The researchers examined nitrogen dioxide observations from three independent satellites that have surveyed the Southern Hemisphere for varying lengths of time. They compared the records of each satellite in the months and years preceding and following the Australian fires. In March 2020, all three records showed a significant decrease in nitrogen dioxide. The drop represented a record low among observations spanning the last 20 years for one satellite’s record.
The researchers conducted atmospheric simulations using a global, three-dimensional model that simulates hundreds of chemical reactions in the atmosphere, from the surface up through the stratosphere, to ensure that the nitrogen dioxide decrease was a direct chemical effect of the fires’ smoke.
The team injected a cloud of smoke particles into the model to simulate the Australian wildfires. They assumed that the particles gathered moisture, similar to volcanic aerosols. They then ran the model several times and compared the results to simulations that did not include the smoke cloud. The team discovered that as the amount of smoke particles increased in the stratosphere, nitrogen dioxide concentrations decreased, correlating with the observations of the three satellites.
“The behavior we saw, of more and more aerosols, and less and less nitrogen dioxide, in both the model and the data, is a fantastic fingerprint,” Solomon says. “It’s the first time that science has established a chemical mechanism linking wildfire smoke to ozone depletion.
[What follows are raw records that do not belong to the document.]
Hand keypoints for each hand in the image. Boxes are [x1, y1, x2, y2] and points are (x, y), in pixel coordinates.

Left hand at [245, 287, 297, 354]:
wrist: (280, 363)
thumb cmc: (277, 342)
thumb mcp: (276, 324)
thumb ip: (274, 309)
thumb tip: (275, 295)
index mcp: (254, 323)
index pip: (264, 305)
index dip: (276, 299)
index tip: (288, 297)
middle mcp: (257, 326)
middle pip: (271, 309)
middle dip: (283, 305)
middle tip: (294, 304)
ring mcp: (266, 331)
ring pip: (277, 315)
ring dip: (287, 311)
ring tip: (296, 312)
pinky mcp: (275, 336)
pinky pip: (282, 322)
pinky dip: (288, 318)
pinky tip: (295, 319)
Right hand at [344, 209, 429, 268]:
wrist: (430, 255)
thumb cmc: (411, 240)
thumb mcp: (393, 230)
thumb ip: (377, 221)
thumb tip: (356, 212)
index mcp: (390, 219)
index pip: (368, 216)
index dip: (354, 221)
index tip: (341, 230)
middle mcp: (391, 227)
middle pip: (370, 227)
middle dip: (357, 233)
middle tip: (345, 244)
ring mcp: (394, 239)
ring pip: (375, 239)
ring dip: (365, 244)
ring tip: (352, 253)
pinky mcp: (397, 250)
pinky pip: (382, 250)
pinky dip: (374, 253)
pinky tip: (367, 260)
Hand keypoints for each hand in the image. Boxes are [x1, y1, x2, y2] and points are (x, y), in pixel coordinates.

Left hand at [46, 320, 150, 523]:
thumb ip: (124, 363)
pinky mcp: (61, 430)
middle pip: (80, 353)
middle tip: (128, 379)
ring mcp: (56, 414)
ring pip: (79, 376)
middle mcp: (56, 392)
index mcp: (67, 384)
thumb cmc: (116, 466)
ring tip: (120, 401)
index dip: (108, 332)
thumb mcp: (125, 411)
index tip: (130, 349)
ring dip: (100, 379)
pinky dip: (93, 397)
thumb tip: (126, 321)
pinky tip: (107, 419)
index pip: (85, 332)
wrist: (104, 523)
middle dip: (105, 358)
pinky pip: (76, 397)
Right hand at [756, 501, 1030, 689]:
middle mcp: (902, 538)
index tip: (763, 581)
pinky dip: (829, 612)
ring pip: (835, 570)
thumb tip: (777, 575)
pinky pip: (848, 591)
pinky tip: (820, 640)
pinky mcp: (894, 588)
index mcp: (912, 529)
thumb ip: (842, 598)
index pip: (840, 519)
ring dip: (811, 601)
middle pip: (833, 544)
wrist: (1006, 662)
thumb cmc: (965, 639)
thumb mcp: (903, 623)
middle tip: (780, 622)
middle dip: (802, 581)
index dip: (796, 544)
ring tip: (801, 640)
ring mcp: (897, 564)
It may only be one chemical mechanism among several, but it’s clearly there. It tells us these particles are wet and they had to have caused some ozone depletion.”
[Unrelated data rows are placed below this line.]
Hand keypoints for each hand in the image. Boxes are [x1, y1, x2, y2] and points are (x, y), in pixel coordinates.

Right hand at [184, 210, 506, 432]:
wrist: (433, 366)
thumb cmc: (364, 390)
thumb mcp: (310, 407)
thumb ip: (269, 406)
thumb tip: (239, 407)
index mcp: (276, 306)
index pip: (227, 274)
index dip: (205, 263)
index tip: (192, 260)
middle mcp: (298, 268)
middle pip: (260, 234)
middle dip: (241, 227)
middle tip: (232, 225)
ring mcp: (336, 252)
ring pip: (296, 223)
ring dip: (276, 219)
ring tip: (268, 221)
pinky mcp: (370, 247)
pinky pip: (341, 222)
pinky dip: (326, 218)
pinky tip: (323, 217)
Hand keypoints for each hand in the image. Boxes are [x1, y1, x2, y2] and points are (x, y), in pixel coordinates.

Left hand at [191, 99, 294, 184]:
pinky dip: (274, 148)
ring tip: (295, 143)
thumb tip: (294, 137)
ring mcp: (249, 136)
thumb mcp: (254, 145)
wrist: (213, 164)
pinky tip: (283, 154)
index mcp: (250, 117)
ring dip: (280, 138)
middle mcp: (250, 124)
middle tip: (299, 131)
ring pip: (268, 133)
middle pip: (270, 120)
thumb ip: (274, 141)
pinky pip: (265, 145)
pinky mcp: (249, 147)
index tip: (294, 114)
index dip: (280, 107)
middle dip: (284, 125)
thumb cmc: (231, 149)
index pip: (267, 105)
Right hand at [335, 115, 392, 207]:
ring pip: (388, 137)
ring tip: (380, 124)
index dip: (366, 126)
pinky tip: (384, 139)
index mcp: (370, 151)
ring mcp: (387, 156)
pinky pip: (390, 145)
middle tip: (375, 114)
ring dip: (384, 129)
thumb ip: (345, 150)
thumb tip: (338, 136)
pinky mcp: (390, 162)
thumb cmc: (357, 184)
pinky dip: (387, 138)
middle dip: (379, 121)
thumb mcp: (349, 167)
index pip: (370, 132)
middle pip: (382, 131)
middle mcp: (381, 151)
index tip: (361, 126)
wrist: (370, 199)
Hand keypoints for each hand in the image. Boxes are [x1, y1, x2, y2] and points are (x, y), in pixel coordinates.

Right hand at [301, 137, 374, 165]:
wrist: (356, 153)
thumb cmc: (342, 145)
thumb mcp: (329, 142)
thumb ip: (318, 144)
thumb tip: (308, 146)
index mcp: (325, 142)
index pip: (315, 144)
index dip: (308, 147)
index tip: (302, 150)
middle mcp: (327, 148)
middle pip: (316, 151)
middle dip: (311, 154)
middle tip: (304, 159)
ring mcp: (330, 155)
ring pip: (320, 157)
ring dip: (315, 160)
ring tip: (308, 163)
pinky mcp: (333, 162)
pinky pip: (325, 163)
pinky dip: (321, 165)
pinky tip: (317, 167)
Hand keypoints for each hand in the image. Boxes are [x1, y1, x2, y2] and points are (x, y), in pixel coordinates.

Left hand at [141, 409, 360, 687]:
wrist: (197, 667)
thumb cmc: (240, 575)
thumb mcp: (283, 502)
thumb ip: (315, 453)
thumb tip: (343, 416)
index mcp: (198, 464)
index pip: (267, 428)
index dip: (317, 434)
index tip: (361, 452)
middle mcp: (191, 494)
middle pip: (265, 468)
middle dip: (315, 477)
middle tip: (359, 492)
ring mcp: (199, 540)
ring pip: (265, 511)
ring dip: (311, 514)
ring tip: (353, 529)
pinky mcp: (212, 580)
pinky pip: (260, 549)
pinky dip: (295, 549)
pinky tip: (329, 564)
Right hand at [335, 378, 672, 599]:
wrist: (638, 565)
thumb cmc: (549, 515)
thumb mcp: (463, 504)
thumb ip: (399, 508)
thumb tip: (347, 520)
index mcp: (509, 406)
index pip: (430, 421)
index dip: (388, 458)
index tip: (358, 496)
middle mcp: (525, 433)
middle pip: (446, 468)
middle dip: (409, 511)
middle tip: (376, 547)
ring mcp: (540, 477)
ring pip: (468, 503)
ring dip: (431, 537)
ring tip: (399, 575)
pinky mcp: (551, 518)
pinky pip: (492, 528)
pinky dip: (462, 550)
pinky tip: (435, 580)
She and her colleagues are investigating other reactions triggered by wildfire smoke that could contribute to ozone depletion. For the time being, the main cause of ozone depletion is chlorofluorocarbons, or CFCs – chemicals such as old refrigerants that have been banned under the Montreal Protocol but still linger in the stratosphere. However, as global warming causes stronger, more frequent wildfires, their smoke could have a serious, long-term impact on ozone.
“Wildfire smoke is a toxic brew of organic compounds that are complex beasts,” Solomon says. “And I’m afraid ozone is being battered by a cascade of reactions that we’re now working feverishly to unravel.”